What to produce: Read the data below. Every line holding the string "East" must be copied.

Data shown:
-- Opening Marker --
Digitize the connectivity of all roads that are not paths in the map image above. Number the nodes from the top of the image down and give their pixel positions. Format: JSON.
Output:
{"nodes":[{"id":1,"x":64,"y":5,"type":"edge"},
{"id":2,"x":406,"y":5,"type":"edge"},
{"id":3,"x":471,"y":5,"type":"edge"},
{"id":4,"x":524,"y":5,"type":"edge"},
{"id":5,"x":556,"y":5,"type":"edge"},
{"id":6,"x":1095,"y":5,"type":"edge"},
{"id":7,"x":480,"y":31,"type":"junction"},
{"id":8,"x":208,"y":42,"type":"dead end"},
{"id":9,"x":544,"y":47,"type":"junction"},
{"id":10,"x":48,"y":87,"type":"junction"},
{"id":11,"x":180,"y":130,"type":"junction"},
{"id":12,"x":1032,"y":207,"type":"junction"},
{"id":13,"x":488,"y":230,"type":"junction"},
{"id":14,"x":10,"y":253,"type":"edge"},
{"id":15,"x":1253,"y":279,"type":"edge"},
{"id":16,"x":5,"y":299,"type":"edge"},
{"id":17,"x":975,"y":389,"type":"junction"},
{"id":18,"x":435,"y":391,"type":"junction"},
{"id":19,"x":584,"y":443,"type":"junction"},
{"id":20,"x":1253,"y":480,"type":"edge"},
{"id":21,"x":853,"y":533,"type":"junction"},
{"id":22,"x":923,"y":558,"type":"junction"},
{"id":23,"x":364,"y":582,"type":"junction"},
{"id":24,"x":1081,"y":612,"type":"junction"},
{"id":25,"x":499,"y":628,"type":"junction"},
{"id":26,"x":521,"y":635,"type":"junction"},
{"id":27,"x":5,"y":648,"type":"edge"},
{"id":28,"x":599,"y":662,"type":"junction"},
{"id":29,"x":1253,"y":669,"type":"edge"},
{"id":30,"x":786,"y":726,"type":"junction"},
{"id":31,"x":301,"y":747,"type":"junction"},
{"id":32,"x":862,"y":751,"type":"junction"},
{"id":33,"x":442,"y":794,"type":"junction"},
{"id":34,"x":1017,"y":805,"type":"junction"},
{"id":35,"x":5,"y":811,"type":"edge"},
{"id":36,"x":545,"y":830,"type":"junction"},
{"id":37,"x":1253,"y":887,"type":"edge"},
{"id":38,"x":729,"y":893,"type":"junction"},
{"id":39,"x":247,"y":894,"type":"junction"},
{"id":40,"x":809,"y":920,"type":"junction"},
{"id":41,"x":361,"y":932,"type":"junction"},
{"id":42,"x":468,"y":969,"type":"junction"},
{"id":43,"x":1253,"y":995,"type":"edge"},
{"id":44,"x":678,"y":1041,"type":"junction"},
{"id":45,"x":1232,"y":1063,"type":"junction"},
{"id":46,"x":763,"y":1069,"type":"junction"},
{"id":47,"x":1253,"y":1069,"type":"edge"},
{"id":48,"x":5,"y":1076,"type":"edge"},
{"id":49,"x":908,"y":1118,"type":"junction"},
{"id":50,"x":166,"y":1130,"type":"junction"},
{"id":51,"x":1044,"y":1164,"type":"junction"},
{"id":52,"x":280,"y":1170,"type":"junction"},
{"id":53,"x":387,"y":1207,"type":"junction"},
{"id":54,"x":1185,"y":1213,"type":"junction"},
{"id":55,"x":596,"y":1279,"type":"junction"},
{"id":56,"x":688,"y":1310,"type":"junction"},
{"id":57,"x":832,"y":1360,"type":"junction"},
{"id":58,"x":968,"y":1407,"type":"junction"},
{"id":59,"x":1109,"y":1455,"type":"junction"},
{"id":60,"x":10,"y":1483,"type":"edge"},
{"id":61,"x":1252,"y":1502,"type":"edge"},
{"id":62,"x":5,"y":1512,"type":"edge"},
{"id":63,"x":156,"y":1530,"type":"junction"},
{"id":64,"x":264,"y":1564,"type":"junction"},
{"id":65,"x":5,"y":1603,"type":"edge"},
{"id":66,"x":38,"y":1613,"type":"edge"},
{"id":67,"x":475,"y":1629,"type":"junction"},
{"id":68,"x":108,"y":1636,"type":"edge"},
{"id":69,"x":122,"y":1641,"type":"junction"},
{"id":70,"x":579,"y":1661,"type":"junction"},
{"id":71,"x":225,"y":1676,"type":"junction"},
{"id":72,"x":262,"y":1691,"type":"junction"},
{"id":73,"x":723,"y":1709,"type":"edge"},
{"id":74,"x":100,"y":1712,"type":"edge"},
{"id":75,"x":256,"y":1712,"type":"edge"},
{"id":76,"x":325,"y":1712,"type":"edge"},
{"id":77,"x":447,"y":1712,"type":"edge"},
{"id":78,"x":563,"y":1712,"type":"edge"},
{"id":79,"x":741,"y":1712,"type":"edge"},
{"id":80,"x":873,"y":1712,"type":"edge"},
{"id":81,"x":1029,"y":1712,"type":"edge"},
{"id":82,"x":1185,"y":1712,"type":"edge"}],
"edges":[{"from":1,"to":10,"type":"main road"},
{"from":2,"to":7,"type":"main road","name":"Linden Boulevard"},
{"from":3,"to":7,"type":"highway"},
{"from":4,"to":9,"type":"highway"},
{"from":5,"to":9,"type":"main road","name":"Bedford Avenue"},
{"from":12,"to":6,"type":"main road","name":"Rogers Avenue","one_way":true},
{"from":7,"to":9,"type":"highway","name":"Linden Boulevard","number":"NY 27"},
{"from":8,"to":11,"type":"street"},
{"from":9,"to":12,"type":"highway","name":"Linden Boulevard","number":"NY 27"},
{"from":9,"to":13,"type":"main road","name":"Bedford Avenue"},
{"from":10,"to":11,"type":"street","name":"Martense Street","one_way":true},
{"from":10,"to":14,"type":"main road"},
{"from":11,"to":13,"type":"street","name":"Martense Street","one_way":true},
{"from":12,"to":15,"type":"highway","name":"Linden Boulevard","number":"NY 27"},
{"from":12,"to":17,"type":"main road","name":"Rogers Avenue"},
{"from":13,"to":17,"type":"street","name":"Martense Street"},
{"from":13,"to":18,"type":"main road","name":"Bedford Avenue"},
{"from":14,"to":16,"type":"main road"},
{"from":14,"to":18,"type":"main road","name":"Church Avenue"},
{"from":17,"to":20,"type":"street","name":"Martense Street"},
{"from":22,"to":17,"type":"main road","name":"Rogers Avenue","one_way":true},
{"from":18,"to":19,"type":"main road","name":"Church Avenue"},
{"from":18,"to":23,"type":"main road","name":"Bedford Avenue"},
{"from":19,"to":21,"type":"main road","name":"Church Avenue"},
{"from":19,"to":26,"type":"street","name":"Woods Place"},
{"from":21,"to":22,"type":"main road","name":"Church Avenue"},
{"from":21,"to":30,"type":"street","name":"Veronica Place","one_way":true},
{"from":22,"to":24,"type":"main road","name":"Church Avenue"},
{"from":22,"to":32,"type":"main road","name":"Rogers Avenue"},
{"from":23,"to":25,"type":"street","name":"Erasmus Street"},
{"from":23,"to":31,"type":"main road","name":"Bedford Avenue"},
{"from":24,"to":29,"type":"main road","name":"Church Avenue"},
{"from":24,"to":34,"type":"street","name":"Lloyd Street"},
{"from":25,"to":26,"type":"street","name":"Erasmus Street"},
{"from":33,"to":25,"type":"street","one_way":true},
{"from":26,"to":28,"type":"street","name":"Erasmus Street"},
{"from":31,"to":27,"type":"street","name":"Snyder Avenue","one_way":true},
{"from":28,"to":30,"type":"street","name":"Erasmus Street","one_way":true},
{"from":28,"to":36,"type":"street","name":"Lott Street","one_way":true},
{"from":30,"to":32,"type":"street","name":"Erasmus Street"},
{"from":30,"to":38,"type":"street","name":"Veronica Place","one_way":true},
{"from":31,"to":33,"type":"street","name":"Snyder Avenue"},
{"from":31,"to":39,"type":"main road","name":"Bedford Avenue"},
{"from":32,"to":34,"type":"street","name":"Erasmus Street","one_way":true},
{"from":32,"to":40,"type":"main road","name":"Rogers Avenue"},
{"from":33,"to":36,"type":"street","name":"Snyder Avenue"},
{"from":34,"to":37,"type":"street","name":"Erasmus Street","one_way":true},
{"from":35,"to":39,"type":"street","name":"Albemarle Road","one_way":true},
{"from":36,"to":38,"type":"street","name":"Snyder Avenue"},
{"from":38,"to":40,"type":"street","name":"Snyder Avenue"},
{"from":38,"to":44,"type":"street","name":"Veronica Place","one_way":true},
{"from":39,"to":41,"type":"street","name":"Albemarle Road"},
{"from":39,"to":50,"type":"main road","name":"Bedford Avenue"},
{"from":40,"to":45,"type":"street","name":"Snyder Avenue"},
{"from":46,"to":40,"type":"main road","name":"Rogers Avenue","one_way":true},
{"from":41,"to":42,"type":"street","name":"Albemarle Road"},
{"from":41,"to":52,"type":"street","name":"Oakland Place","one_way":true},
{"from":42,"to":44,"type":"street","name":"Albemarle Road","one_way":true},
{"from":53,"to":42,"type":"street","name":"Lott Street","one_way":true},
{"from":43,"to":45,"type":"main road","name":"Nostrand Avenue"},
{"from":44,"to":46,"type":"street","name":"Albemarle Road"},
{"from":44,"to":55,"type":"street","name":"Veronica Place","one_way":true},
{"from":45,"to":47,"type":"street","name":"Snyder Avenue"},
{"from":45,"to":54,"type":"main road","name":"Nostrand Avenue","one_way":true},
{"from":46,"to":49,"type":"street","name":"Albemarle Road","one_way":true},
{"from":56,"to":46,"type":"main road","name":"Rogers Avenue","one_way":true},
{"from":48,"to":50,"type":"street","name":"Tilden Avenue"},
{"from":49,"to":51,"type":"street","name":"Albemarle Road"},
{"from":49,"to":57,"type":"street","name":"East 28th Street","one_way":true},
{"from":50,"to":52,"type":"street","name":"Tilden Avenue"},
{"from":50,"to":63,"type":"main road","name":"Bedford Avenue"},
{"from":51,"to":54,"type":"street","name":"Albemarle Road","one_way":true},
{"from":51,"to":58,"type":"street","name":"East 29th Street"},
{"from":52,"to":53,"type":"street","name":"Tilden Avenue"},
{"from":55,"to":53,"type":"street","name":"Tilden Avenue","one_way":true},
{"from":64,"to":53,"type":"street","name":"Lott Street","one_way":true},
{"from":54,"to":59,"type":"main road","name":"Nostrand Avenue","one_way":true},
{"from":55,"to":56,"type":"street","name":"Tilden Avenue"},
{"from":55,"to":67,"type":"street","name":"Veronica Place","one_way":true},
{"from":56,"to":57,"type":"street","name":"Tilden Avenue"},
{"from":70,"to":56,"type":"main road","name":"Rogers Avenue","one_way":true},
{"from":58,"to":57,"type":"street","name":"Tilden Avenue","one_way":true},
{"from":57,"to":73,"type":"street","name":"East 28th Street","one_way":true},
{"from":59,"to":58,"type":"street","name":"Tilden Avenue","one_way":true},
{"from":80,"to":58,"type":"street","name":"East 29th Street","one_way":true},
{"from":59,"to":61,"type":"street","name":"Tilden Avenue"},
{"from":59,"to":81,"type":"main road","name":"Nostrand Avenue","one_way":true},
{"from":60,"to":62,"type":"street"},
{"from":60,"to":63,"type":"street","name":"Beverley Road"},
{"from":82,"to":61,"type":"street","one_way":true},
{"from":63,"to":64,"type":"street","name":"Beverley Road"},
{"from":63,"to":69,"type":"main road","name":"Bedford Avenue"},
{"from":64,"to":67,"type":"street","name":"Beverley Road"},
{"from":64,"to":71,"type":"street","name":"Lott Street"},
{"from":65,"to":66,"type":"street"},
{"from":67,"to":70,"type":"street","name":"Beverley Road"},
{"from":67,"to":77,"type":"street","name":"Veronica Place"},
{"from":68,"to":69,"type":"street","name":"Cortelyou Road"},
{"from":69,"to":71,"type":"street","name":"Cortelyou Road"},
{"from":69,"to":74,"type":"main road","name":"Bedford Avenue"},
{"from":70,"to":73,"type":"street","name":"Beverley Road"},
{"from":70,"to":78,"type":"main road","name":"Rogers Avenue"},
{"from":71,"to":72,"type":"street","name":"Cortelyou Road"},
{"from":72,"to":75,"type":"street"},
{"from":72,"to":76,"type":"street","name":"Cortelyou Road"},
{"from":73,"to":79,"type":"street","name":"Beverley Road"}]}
-- Closing Marker --
Answer section:
{"from":49,"to":57,"type":"street","name":"East 28th Street","one_way":true},
{"from":51,"to":58,"type":"street","name":"East 29th Street"},
{"from":57,"to":73,"type":"street","name":"East 28th Street","one_way":true},
{"from":80,"to":58,"type":"street","name":"East 29th Street","one_way":true},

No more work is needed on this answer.